- Светка!!! Светка, бл*ть! - Сергей Палыч, ну есть же...
- Светка!!! Светка, бл*ть!
- Сергей Палыч, ну есть же селектор, вон красненькая кнопочка…
- Х*епочка! Как пишется, «мелион» или «милеон»? Варежку закрой, я, че, невнятно вопрос задаю?
- Миллион… вы бы надиктовали, я б набрала по-быстрому…
- По быстрому ты будешь х*й c0caть по безработице, все, бл*, свободна!
Сергей Палыч Убогий задумчиво теребил вспотевшую лысину стодолларовым маникюром.
- Не, ну нормально, «как я заработал первый миллион». В натуре, авторитетное название, ежику, бл*, понятно, что раз есть первый, значицца есть и третий, живет такой сытый перец, стригет нормальный ловандос, все чики-пуки…

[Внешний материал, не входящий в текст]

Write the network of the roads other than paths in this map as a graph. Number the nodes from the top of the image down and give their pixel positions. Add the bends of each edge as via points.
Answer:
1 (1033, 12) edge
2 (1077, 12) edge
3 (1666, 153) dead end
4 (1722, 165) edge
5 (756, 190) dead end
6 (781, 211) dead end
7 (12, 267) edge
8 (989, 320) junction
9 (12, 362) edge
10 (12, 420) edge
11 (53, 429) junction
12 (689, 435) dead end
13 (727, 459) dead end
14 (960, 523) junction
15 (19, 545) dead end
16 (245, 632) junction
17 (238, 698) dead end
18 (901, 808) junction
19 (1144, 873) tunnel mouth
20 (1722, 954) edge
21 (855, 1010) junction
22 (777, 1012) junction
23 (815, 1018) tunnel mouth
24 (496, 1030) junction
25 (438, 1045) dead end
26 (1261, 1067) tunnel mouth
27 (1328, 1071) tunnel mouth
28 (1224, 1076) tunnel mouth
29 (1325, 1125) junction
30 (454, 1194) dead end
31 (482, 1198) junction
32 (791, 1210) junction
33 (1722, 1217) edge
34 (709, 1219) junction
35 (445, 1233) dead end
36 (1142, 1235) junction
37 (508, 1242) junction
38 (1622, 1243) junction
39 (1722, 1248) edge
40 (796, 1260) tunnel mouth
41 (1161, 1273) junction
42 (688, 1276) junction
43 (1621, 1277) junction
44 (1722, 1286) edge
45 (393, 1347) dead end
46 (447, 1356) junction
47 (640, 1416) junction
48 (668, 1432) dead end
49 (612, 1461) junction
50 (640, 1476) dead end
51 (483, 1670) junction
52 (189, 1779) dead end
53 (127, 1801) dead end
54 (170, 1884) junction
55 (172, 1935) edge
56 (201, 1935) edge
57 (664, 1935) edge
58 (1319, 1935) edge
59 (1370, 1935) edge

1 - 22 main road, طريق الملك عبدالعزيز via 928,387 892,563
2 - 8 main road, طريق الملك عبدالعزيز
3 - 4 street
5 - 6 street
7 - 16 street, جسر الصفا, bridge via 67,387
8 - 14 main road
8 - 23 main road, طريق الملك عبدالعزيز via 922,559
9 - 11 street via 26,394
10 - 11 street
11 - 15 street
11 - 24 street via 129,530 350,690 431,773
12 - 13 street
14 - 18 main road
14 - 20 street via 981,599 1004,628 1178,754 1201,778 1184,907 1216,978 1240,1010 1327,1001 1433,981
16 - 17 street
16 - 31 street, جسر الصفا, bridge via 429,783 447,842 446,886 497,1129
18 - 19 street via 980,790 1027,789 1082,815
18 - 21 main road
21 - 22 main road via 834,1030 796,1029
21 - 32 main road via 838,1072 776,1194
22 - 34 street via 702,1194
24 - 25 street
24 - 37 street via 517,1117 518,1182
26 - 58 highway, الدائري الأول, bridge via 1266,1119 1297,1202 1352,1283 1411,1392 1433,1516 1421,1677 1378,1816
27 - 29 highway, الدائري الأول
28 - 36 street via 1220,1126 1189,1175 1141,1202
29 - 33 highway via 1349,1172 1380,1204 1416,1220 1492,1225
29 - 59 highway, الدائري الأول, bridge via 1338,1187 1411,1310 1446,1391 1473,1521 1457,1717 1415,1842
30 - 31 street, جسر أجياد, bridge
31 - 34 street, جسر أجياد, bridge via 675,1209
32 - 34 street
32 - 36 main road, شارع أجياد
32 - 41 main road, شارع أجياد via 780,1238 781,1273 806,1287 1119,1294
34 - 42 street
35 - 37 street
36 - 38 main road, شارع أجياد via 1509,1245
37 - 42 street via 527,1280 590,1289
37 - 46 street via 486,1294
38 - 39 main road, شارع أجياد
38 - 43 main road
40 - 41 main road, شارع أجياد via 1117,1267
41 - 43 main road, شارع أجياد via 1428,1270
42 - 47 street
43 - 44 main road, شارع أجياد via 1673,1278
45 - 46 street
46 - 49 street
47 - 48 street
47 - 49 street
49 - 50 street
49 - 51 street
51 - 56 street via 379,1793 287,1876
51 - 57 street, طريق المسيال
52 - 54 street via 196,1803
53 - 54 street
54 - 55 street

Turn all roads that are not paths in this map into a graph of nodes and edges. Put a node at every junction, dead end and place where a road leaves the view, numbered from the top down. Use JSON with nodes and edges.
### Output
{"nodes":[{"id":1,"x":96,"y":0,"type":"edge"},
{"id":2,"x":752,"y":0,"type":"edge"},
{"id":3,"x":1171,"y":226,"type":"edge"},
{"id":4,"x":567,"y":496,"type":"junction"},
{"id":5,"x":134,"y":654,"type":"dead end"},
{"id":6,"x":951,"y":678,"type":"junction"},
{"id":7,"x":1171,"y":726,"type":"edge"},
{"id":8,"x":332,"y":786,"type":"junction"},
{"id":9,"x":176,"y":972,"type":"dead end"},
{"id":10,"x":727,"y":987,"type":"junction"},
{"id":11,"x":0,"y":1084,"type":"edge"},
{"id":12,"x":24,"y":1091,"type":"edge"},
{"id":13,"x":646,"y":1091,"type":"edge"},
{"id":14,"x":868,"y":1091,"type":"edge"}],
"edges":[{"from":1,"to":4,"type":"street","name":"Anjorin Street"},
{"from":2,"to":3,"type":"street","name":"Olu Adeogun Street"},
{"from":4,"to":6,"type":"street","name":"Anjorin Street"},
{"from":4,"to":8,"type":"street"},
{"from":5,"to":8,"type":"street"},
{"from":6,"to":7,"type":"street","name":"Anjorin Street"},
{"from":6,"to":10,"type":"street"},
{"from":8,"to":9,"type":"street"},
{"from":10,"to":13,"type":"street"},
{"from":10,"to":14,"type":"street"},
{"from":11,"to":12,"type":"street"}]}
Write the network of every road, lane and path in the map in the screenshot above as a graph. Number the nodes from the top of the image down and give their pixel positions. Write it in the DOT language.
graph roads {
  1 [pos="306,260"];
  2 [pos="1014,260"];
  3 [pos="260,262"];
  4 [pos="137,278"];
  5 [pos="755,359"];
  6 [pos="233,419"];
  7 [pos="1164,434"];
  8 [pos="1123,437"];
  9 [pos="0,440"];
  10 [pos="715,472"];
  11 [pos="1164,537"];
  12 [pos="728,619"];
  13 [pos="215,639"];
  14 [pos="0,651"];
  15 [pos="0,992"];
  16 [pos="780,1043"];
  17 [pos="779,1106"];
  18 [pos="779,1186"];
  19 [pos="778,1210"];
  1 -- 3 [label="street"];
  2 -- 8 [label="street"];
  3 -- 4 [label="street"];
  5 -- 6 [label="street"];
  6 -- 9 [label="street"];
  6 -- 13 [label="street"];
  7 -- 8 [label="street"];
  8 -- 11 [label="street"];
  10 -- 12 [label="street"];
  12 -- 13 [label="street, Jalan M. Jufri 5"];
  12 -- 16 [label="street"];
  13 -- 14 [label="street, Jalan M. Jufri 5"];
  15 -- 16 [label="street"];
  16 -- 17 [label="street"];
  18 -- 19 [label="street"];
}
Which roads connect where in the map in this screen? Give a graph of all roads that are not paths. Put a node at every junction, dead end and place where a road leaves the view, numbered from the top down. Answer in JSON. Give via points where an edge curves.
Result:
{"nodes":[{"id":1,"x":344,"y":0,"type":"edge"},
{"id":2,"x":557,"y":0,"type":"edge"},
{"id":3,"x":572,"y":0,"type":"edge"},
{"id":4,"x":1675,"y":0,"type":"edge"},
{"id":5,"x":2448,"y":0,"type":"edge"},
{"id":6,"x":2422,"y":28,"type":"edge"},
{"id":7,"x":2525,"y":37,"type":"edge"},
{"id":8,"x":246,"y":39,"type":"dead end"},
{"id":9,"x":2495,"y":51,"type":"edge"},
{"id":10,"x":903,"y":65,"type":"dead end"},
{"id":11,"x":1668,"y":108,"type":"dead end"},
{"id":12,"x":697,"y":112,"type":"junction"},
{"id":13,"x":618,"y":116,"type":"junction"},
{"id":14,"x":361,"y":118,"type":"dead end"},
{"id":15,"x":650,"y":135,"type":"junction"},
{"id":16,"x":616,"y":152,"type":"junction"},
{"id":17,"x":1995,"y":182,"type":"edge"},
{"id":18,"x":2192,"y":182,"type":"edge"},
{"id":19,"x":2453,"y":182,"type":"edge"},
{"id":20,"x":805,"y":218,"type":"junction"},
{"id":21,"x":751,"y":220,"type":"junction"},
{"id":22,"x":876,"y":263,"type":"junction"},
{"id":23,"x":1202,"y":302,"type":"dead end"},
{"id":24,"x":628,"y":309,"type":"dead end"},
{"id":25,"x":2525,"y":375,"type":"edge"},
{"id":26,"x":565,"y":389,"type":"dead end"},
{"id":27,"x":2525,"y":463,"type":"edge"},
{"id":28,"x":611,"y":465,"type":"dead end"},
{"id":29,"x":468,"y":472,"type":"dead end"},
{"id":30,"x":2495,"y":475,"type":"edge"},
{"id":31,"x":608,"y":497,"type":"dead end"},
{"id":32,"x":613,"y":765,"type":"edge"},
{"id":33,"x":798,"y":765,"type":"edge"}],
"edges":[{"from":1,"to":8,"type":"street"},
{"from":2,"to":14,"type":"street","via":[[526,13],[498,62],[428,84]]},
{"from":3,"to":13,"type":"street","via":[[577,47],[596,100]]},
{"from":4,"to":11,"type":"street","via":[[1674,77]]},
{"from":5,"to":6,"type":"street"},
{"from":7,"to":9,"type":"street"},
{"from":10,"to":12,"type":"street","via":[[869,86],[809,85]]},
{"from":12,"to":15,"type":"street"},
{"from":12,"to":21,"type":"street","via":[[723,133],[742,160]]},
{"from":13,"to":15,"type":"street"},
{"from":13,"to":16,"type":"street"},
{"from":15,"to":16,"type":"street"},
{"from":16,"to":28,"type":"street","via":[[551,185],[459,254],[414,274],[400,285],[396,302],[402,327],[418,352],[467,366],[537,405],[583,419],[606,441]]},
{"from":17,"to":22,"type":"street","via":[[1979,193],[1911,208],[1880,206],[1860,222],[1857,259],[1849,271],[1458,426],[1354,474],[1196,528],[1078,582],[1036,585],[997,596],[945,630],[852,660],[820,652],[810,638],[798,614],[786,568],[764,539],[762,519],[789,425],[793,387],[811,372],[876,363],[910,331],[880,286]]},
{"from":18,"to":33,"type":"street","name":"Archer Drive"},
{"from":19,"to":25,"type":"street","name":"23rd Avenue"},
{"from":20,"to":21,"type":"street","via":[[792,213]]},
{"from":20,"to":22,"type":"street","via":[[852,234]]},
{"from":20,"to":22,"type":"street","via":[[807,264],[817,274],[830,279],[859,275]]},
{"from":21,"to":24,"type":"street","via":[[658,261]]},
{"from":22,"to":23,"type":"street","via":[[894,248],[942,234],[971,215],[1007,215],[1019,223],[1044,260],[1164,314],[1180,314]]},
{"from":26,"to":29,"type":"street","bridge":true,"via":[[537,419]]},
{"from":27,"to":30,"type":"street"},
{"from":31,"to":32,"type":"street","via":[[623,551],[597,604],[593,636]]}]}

Сергей Палыч третий день сочинял мемуары. Контора стояла на ушах. В приемной чуть ли не ночевали заезжие ходоки, но «Сам» не принимал. Менеджеры трусливо прятались за мониторами, директорат предусмотрительно свалил по регионам: настроение офиса было сравнимо с токсикозом ранних сроков беременности. Об увольнении задумывались даже уборщицы. Все разговоры шли шепотом без кофе и печенья. Штормило…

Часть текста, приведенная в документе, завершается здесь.